Data shown START
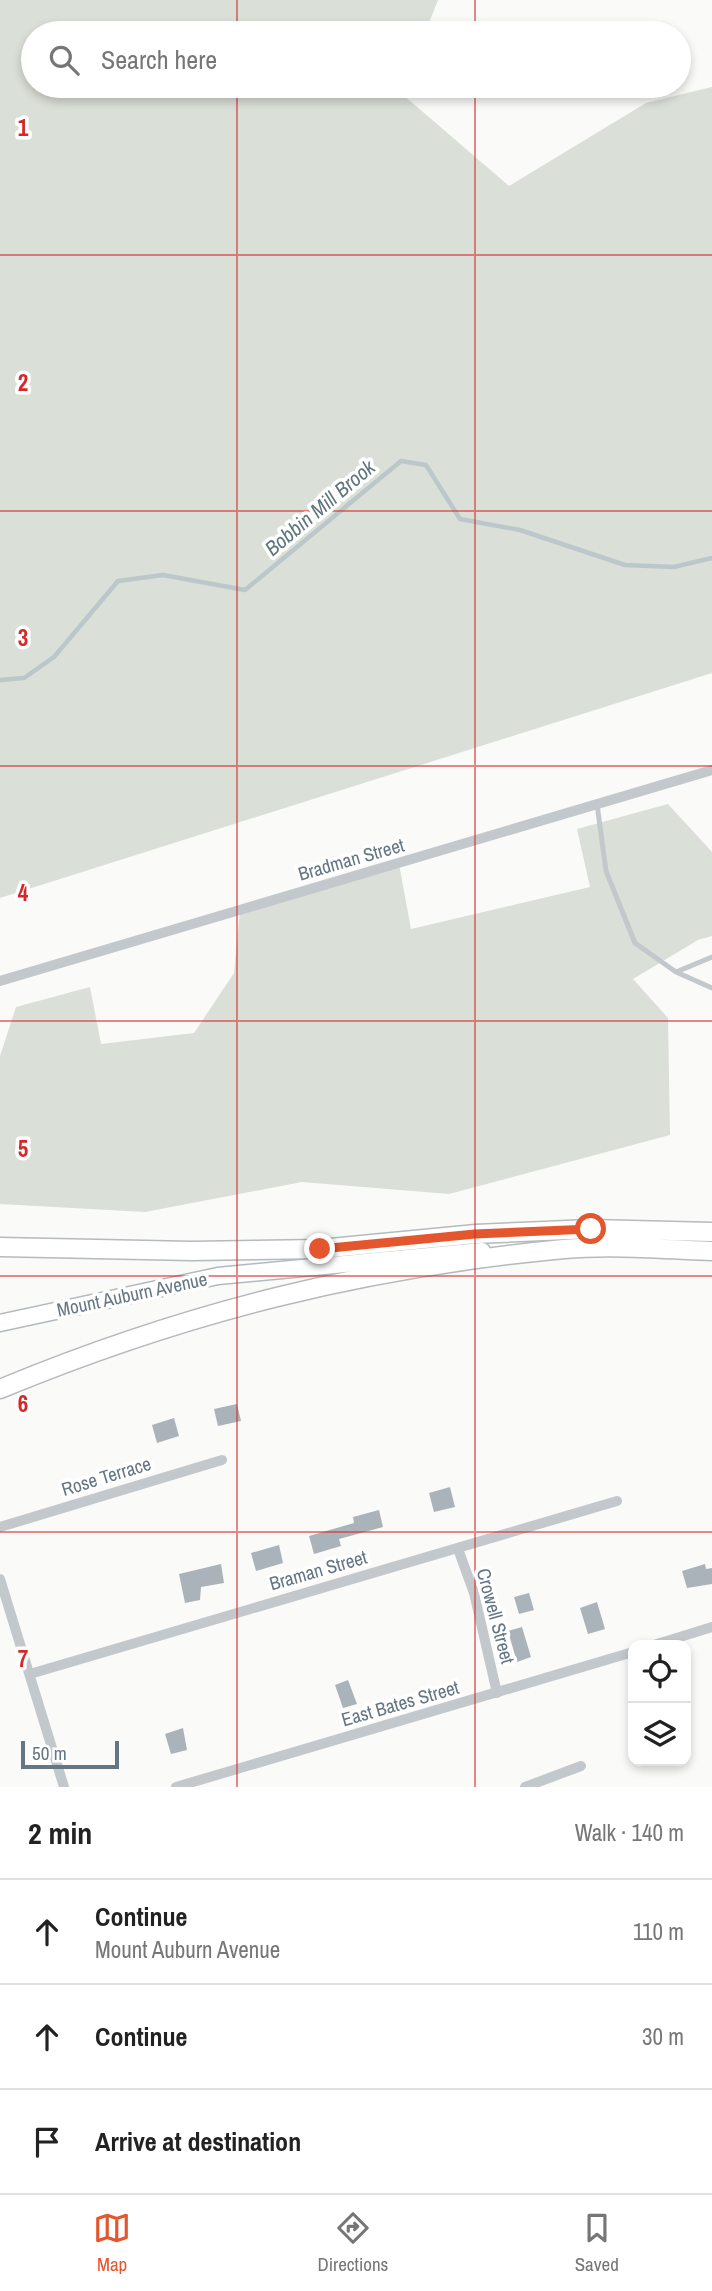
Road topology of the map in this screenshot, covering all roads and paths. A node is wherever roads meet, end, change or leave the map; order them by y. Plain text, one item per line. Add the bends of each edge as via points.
1 (712, 770) edge
2 (597, 804) junction
3 (712, 957) edge
4 (676, 972) junction
5 (0, 981) edge
6 (712, 988) edge
7 (712, 1232) edge
8 (373, 1244) junction
9 (0, 1247) edge
10 (565, 1249) junction
11 (712, 1251) edge
12 (266, 1270) junction
13 (0, 1323) edge
14 (0, 1389) edge
15 (222, 1460) dead end
16 (617, 1501) dead end
17 (0, 1527) edge
18 (458, 1549) junction
19 (0, 1579) edge
20 (712, 1627) edge
21 (670, 1640) edge
22 (628, 1654) edge
23 (30, 1674) junction
24 (497, 1693) junction
25 (581, 1766) dead end
26 (64, 1787) edge
27 (176, 1787) edge
28 (525, 1787) edge

1 - 2 street, Bradman Street
2 - 4 lane via 606,870 635,943
2 - 5 street, Bradman Street
3 - 4 lane
4 - 6 lane
7 - 8 main road, Mount Auburn Avenue via 591,1229
8 - 9 main road via 192,1251
8 - 12 main road, Mount Auburn Avenue
10 - 11 main road, Mount Auburn Avenue
10 - 12 main road, Mount Auburn Avenue via 431,1254
10 - 14 main road via 345,1279 276,1295 156,1330
12 - 13 main road, Mount Auburn Avenue via 137,1292
15 - 17 street, Rose Terrace
16 - 18 street, Braman Street
18 - 23 street, Braman Street
18 - 24 street, Crowell Street via 474,1593
19 - 23 street
20 - 21 street
22 - 24 street, East Bates Street
23 - 26 street
24 - 27 street, East Bates Street
25 - 28 street

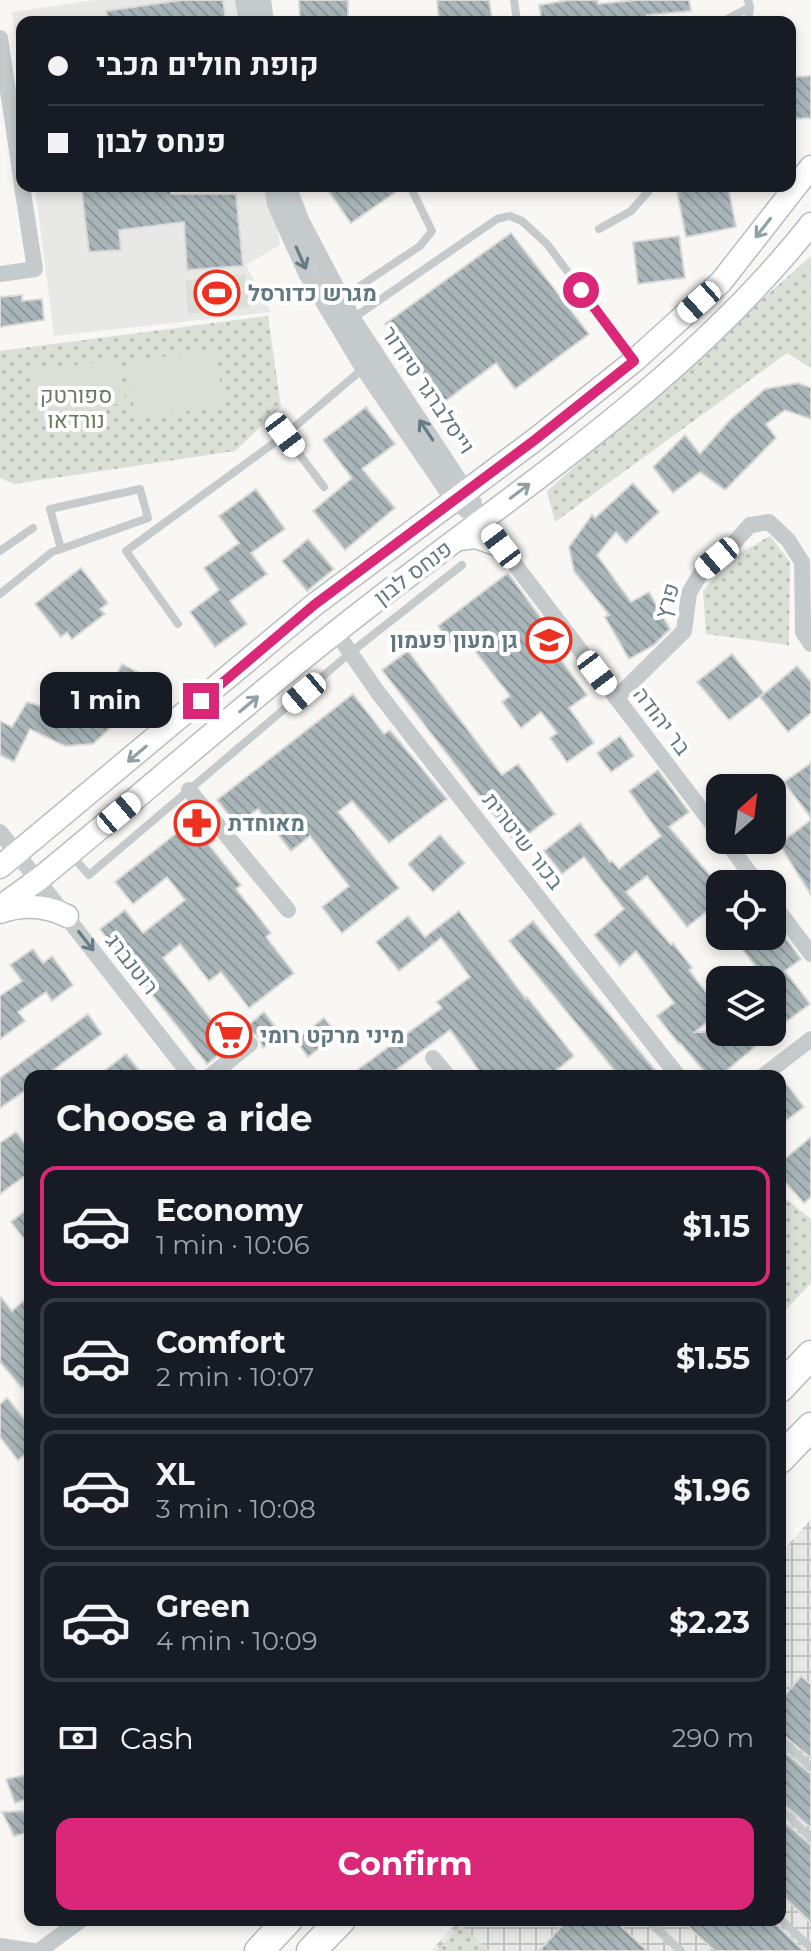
Data shown END
* **What the task requires**
Leave out the pictures and transcribe the entries above exactly.

* **Response below**
Road topology of the map in this screenshot, covering all roads and paths. A node is wherever roads meet, end, change or leave the map; order them by y. Plain text, one item per line. Add the bends of each edge as via points.
1 (712, 770) edge
2 (597, 804) junction
3 (712, 957) edge
4 (676, 972) junction
5 (0, 981) edge
6 (712, 988) edge
7 (712, 1232) edge
8 (373, 1244) junction
9 (0, 1247) edge
10 (565, 1249) junction
11 (712, 1251) edge
12 (266, 1270) junction
13 (0, 1323) edge
14 (0, 1389) edge
15 (222, 1460) dead end
16 (617, 1501) dead end
17 (0, 1527) edge
18 (458, 1549) junction
19 (0, 1579) edge
20 (712, 1627) edge
21 (670, 1640) edge
22 (628, 1654) edge
23 (30, 1674) junction
24 (497, 1693) junction
25 (581, 1766) dead end
26 (64, 1787) edge
27 (176, 1787) edge
28 (525, 1787) edge

1 - 2 street, Bradman Street
2 - 4 lane via 606,870 635,943
2 - 5 street, Bradman Street
3 - 4 lane
4 - 6 lane
7 - 8 main road, Mount Auburn Avenue via 591,1229
8 - 9 main road via 192,1251
8 - 12 main road, Mount Auburn Avenue
10 - 11 main road, Mount Auburn Avenue
10 - 12 main road, Mount Auburn Avenue via 431,1254
10 - 14 main road via 345,1279 276,1295 156,1330
12 - 13 main road, Mount Auburn Avenue via 137,1292
15 - 17 street, Rose Terrace
16 - 18 street, Braman Street
18 - 23 street, Braman Street
18 - 24 street, Crowell Street via 474,1593
19 - 23 street
20 - 21 street
22 - 24 street, East Bates Street
23 - 26 street
24 - 27 street, East Bates Street
25 - 28 street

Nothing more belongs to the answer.